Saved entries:
---+---

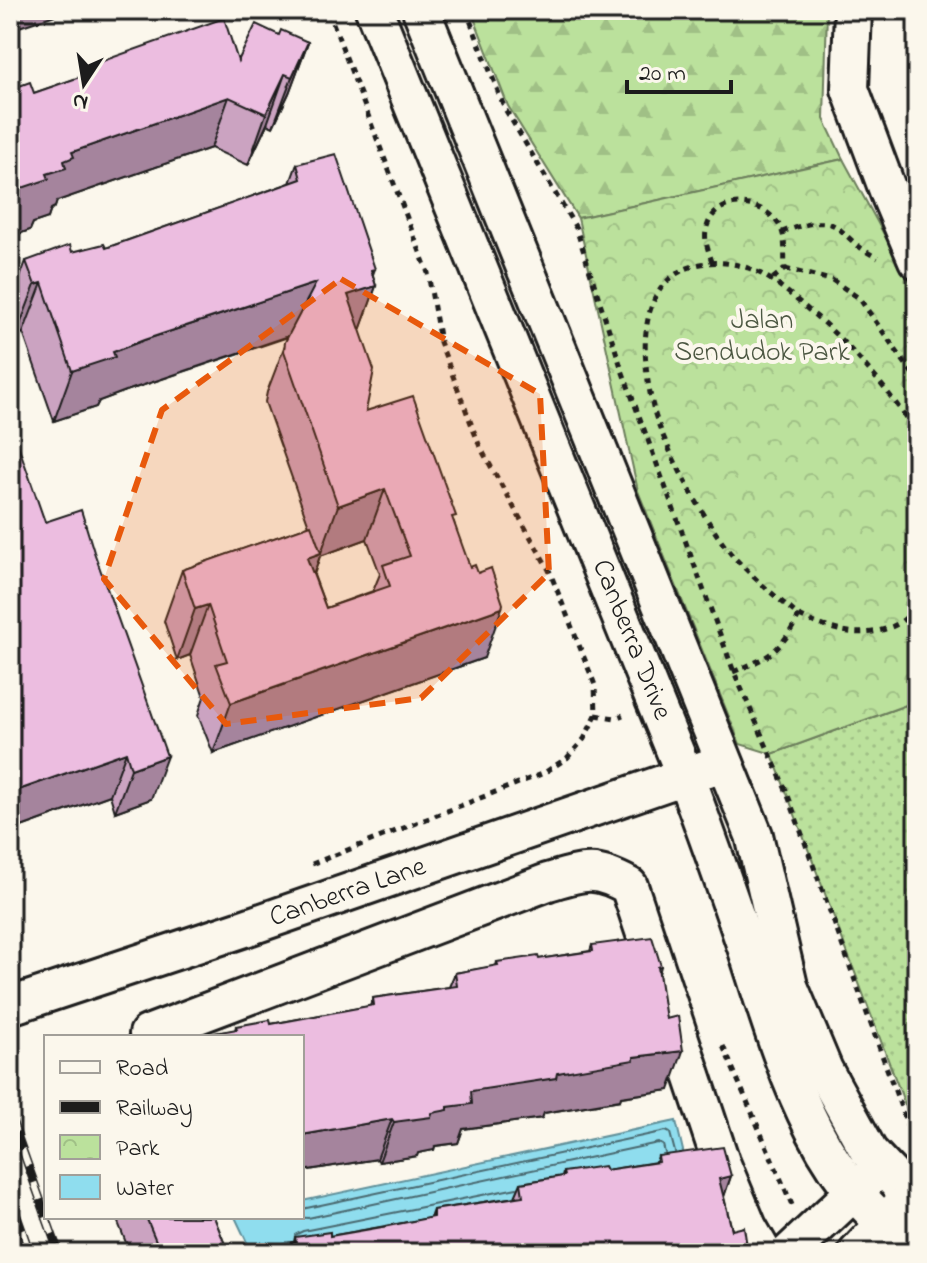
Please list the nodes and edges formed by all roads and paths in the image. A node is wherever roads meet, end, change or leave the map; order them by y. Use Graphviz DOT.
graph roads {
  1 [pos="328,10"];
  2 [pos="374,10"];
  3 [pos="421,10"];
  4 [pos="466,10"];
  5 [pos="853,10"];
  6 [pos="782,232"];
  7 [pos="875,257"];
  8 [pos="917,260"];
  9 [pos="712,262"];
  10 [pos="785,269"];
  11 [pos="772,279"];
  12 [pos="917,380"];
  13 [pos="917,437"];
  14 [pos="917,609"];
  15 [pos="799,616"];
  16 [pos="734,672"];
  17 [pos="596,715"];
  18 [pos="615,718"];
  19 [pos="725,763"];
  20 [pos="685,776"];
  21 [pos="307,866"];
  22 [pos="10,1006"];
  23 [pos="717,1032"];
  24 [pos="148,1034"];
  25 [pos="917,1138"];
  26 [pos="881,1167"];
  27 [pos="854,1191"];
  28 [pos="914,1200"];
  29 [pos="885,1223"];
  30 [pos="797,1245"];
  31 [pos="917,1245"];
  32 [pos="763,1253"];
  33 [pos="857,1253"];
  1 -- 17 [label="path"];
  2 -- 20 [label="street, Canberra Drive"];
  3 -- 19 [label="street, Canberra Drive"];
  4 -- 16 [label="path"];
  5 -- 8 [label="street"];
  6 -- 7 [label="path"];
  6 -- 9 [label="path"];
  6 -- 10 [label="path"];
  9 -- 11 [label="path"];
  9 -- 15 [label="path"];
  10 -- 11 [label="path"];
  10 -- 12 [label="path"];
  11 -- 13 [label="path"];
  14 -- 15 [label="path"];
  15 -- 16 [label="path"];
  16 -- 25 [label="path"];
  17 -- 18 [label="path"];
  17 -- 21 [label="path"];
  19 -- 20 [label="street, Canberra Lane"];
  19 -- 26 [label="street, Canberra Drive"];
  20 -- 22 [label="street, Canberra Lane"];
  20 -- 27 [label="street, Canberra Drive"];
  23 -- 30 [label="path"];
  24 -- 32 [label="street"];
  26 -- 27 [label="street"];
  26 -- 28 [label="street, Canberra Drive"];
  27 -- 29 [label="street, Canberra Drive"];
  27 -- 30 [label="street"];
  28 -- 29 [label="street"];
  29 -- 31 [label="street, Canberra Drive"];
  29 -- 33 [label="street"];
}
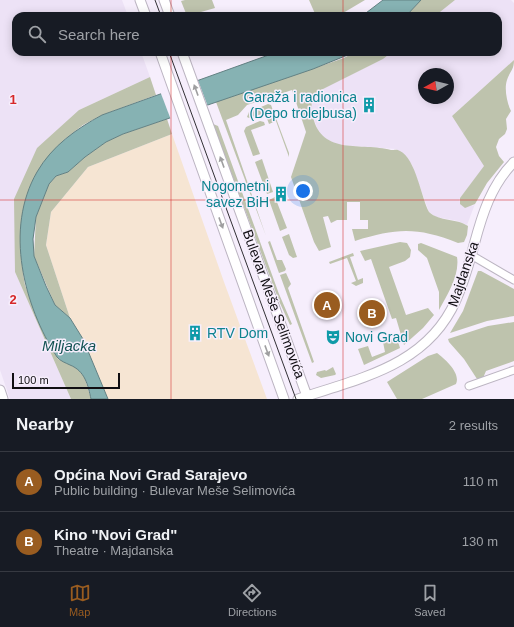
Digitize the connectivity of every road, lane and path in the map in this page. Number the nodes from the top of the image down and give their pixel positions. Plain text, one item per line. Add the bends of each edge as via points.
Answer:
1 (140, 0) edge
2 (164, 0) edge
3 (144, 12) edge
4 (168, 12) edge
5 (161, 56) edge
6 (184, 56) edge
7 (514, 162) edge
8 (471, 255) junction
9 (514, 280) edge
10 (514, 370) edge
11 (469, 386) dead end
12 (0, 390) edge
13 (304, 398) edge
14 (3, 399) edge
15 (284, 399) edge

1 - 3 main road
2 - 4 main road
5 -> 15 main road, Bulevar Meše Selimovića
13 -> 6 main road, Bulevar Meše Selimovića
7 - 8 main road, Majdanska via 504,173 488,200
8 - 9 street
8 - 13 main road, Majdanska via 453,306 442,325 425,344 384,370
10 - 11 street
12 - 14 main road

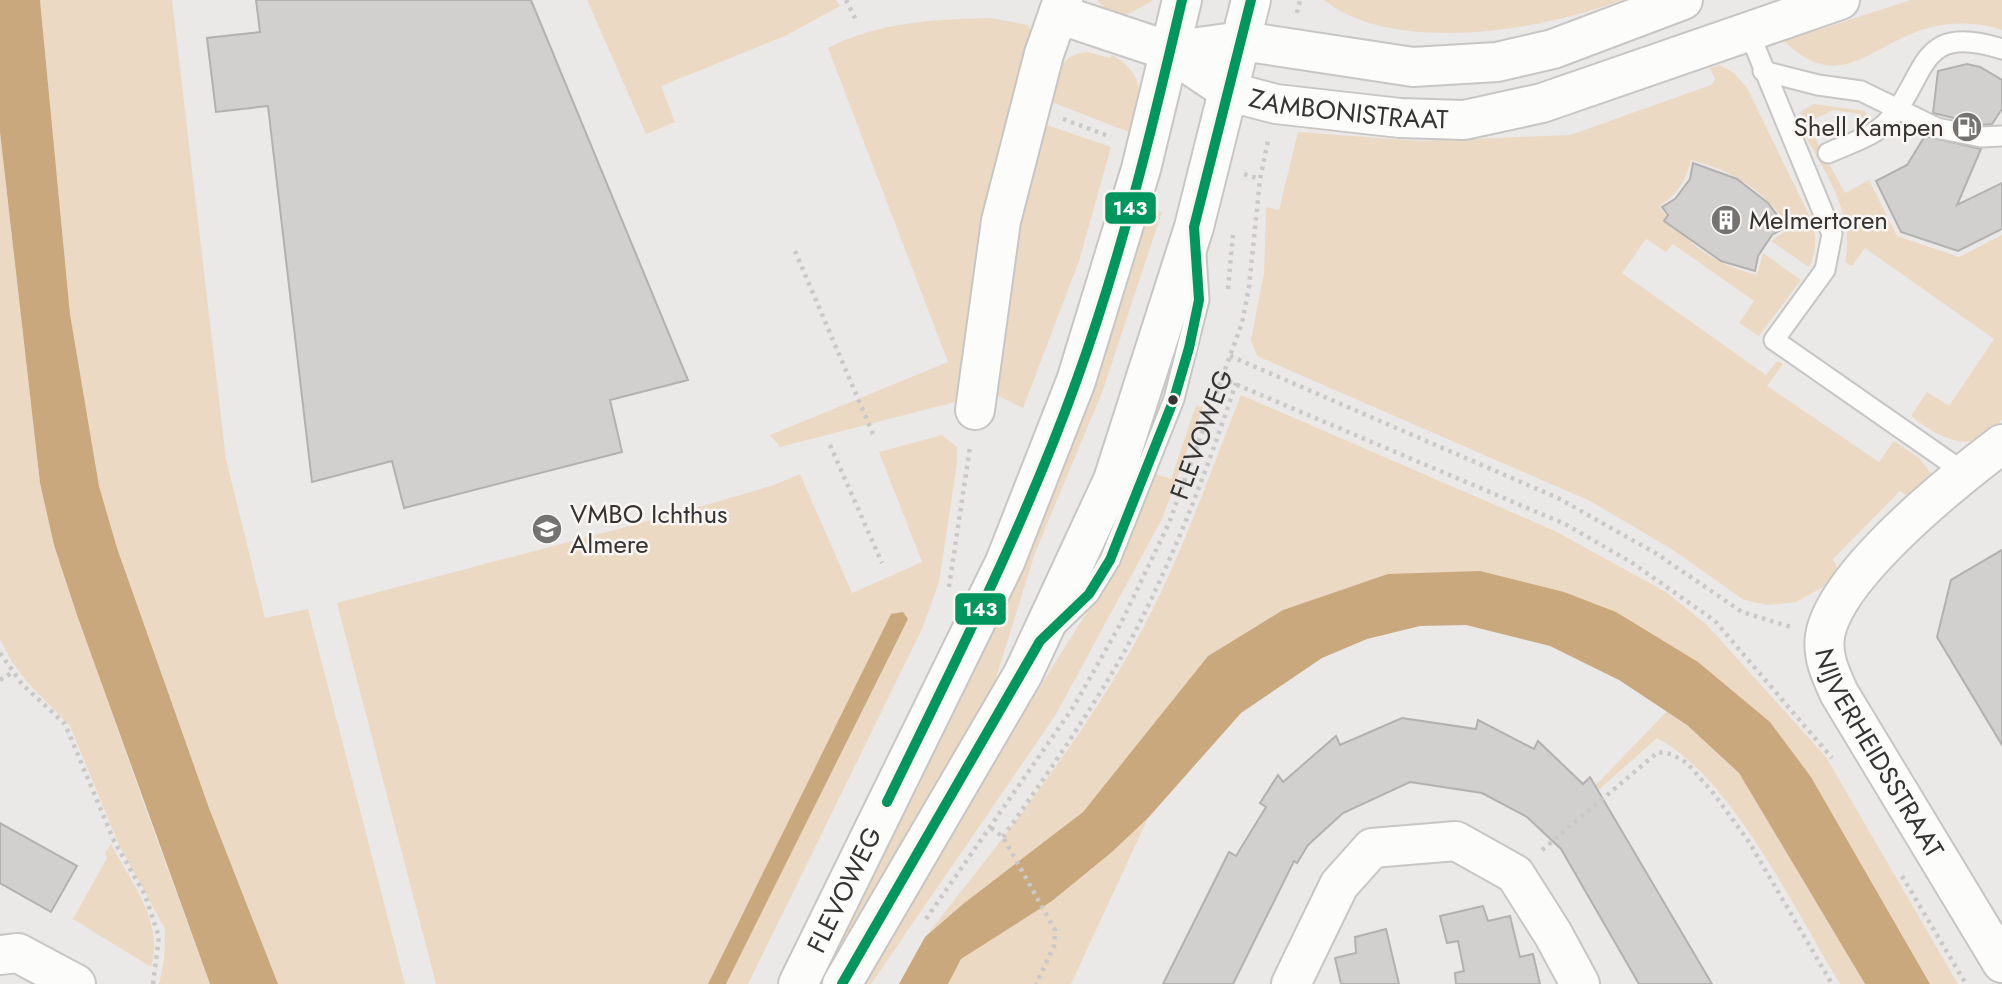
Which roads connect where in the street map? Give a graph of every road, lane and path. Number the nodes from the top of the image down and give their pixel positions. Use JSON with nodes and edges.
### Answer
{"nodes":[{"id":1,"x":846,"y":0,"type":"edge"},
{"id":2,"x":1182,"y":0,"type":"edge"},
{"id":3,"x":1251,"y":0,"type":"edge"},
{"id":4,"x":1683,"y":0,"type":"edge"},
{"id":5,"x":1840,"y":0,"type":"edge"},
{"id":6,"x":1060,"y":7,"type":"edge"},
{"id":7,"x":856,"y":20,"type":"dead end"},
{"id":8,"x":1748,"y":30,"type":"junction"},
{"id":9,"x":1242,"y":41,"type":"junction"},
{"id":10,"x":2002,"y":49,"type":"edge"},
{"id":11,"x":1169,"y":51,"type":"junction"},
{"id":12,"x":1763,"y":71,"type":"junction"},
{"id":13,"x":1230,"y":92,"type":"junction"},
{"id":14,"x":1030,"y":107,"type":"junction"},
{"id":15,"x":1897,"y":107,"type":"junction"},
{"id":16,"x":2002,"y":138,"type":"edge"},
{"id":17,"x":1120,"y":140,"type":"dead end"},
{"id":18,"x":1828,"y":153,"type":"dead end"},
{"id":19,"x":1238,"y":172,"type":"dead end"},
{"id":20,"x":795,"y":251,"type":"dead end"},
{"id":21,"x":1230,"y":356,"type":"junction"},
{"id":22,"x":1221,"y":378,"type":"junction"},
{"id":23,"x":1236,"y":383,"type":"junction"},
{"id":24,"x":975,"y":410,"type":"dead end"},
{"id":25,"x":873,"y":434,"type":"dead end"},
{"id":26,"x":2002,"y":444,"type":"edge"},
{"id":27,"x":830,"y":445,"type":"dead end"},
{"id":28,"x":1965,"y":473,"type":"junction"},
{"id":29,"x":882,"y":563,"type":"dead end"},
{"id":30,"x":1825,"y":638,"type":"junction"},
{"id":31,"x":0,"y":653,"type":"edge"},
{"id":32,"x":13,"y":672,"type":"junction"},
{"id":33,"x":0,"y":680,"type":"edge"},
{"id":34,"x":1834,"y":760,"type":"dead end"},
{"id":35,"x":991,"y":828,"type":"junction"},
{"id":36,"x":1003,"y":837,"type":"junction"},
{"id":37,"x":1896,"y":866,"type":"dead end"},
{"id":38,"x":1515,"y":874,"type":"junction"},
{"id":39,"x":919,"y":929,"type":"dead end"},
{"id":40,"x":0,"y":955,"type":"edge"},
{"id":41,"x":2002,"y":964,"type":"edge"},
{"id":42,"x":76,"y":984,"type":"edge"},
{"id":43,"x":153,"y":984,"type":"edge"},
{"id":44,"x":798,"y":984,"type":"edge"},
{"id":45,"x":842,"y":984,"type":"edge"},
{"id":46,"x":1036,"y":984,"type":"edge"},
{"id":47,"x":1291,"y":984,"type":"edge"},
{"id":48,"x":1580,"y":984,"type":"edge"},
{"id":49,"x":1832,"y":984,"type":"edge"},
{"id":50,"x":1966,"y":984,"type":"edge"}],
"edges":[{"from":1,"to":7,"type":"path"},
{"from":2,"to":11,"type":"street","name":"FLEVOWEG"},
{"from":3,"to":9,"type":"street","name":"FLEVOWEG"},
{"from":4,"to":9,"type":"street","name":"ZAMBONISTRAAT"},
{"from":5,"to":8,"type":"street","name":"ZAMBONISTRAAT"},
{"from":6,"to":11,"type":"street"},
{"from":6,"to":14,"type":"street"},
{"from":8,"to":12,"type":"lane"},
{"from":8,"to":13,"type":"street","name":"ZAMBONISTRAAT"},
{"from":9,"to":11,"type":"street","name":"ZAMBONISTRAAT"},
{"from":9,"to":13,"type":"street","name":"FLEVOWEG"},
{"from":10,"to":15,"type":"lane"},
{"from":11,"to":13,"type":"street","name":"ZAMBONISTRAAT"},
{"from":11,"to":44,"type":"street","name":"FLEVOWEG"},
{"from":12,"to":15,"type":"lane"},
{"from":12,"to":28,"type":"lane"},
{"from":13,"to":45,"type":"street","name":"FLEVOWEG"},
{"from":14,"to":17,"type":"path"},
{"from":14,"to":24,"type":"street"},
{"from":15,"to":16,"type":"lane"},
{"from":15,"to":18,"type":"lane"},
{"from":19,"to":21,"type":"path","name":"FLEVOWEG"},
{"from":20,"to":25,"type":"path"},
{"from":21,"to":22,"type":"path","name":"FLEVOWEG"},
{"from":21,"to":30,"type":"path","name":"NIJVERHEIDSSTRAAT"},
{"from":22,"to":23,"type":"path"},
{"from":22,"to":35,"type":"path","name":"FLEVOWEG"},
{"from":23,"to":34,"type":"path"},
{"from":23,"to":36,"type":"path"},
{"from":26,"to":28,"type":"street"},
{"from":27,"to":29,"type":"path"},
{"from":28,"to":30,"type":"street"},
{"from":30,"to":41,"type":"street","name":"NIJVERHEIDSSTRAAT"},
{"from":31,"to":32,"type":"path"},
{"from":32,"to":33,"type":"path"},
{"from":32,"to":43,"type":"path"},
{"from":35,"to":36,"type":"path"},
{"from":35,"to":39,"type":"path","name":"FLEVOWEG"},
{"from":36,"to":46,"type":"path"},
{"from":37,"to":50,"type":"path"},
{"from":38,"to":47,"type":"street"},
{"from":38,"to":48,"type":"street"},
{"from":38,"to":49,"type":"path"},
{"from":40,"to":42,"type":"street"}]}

---+---

Where a line in the entries holds "Bulevar", copy that line.

5 -> 15 main road, Bulevar Meše Selimovića
13 -> 6 main road, Bulevar Meše Selimovića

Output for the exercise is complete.